The origins of fluorescence quenching by Hg(II) ion chelation and fluorescence enhancement by Zn(II) ion chelation to a PET sensor are investigated. Specifically, the fluorescence quenching and enhancing mechanisms associated with the ligand ADPA (N-(9-anthracenylmethyl)-N-(2-pyridinylmethyl)-2-pyridinemethanamine), protonated ADPA and metal bound (Zn(II) and Hg(II)) ADPA are studied via density functional theory (DFT) and time-dependent DFT (TDDFT) methods. The study found that a structural change in the excited state of ADPA induces reordering of the frontier molecular orbitals, and the S1 → S0 transition becomes a charge transfer transition from the fluorophore to the tertiary nitrogen of the dipicolylamine (DPA) unit, which is forbidden.
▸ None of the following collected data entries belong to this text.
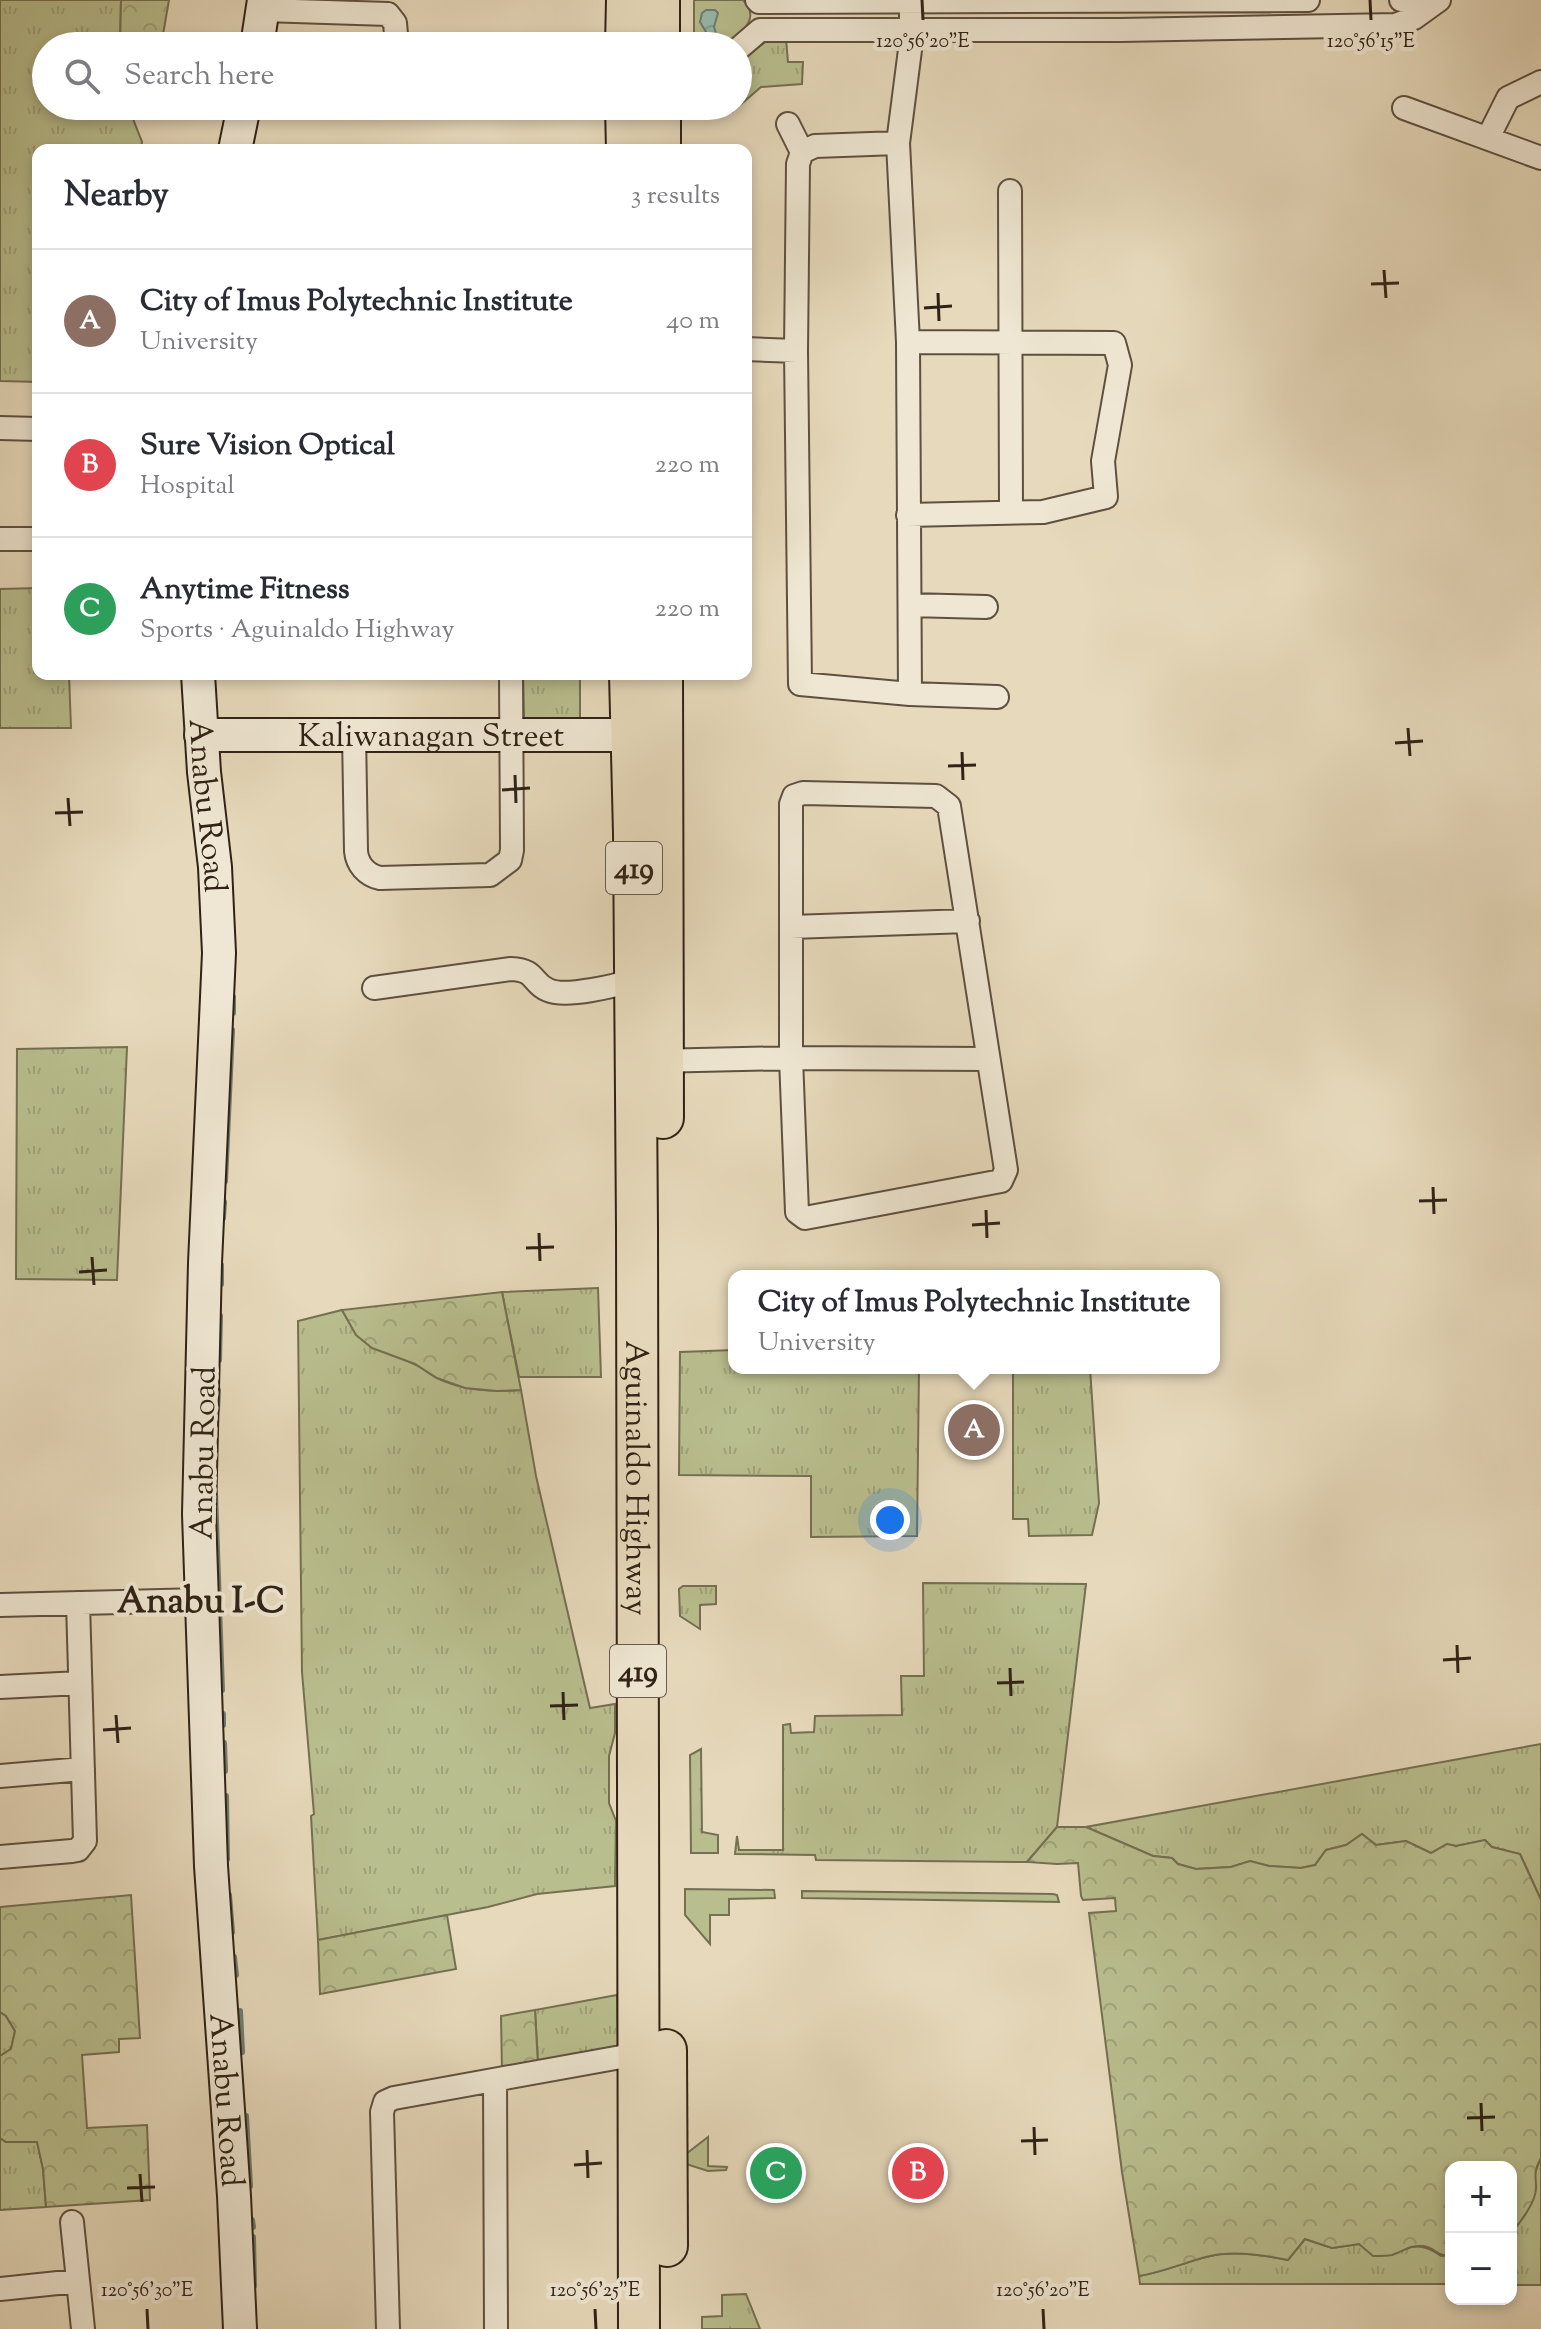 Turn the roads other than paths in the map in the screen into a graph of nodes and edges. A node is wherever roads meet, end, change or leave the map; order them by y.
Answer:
1 (627, 0) edge
2 (659, 0) edge
3 (1308, 0) edge
4 (1401, 0) edge
5 (764, 1) edge
6 (869, 1) edge
7 (911, 1) edge
8 (1120, 1) edge
9 (1438, 1) edge
10 (264, 5) edge
11 (911, 29) junction
12 (769, 30) junction
13 (1120, 30) junction
14 (259, 32) edge
15 (395, 32) edge
16 (626, 32) edge
17 (659, 32) edge
18 (752, 40) edge
19 (1541, 82) edge
20 (1404, 108) dead end
21 (241, 120) edge
22 (626, 120) edge
23 (660, 120) edge
24 (788, 124) dead end
25 (1488, 138) junction
26 (898, 143) junction
27 (236, 144) edge
28 (627, 144) edge
29 (660, 144) edge
30 (802, 152) junction
31 (1541, 158) edge
32 (1010, 191) dead end
33 (908, 342) junction
34 (1010, 343) junction
35 (752, 349) edge
36 (796, 351) junction
37 (0, 428) edge
38 (32, 429) edge
39 (1011, 512) junction
40 (908, 515) junction
41 (0, 539) edge
42 (32, 539) edge
43 (910, 605) junction
44 (986, 607) dead end
45 (198, 680) edge
46 (511, 680) edge
47 (632, 680) edge
48 (660, 680) edge
49 (910, 694) junction
50 (997, 697) dead end
51 (354, 734) junction
52 (513, 734) junction
53 (201, 735) junction
54 (646, 735) junction
55 (648, 833) junction
56 (968, 921) junction
57 (791, 927) junction
58 (635, 979) junction
59 (374, 988) dead end
60 (791, 1058) junction
61 (988, 1059) junction
62 (649, 1061) junction
63 (650, 1228) junction
64 (202, 1600) junction
65 (78, 1603) junction
66 (0, 1605) edge
67 (80, 1683) junction
68 (0, 1687) edge
69 (83, 1769) junction
70 (0, 1776) edge
71 (0, 1857) edge
72 (639, 2049) junction
73 (495, 2080) junction
74 (72, 2222) dead end
75 (77, 2281) junction
76 (0, 2289) edge
77 (83, 2329) edge
78 (240, 2329) edge
79 (388, 2329) edge
80 (496, 2329) edge
81 (639, 2329) edge
82 (667, 2329) edge

1 - 16 highway
2 - 17 highway
3 - 8 street
4 - 9 street
5 - 6 street
5 - 12 street
6 - 7 street
7 - 8 street
7 - 11 street
8 - 13 street
9 - 13 street
10 - 14 street
10 - 15 street
11 - 12 street
11 - 13 street
11 - 26 street
12 - 18 street
19 - 25 street
20 - 25 street
21 - 27 street
22 - 28 highway
23 - 29 highway
24 - 30 street
25 - 31 street
26 - 30 street
26 - 33 street
30 - 36 street
32 - 34 street
33 - 34 street
33 - 40 street
34 - 39 street
34 - 39 street
35 - 36 street
36 - 49 street
37 - 38 street
39 - 40 street
40 - 43 street
41 - 42 street
43 - 44 street
43 - 49 street
45 - 53 street, Anabu Road
46 - 52 street
47 - 54 highway, Aguinaldo Highway / 419
48 - 54 highway, Aguinaldo Highway / 419
49 - 50 street
51 - 52 street, Kaliwanagan Street
51 - 52 street
51 - 53 street, Kaliwanagan Street
52 - 54 street, Kaliwanagan Street
53 - 64 street, Anabu Road
54 - 55 highway, Aguinaldo Highway / 419
55 - 58 highway, Aguinaldo Highway / 419
55 - 62 highway, Aguinaldo Highway / 419
56 - 57 street
56 - 57 street
56 - 61 street
57 - 60 street
58 - 59 street
58 - 62 highway, Aguinaldo Highway / 419
60 - 61 street
60 - 61 street
60 - 62 street
62 - 63 highway, Aguinaldo Highway / 419
63 - 72 highway, Aguinaldo Highway / 419
63 - 82 highway, Aguinaldo Highway / 419
64 - 65 street
64 - 78 street, Anabu Road
65 - 66 street
65 - 67 street
67 - 68 street
67 - 69 street
69 - 70 street
69 - 71 street
72 - 73 street
72 - 81 highway, Aguinaldo Highway / 419
73 - 79 street
73 - 80 street
74 - 75 street
75 - 76 street
75 - 77 street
Protonation on the tertiary amine or chelation of Zn(II) prevents such changes, and the HOMO–LUMO transition is contained within the fluorophore. Therefore, fluorescence is restored. The chelation of Hg(II), on the other hand, promotes extensive interaction between the Hg(II) ion and the fluorophore, which is reflected in the short Hg(II)–fluorophore distance (3.11 Å). A noticeable structural change upon the S0 → S1 transition is observed in the Hg(II)–ADPA system as well, where the resulting S1 → S0 transition becomes a charge transfer transition from mercury to the fluorophore and the fluorescence is thus quenched. Therefore, the present DFT/TDDFT calculations reproduce the fluorescence on–off behavior associated with the entire ADPA family of complexes, which illustrates that the combination of DFT and TDDFT calculations, including excited state geometry optimization, can be a valuable tool to uncover the detailed fluorescence sensing mechanisms.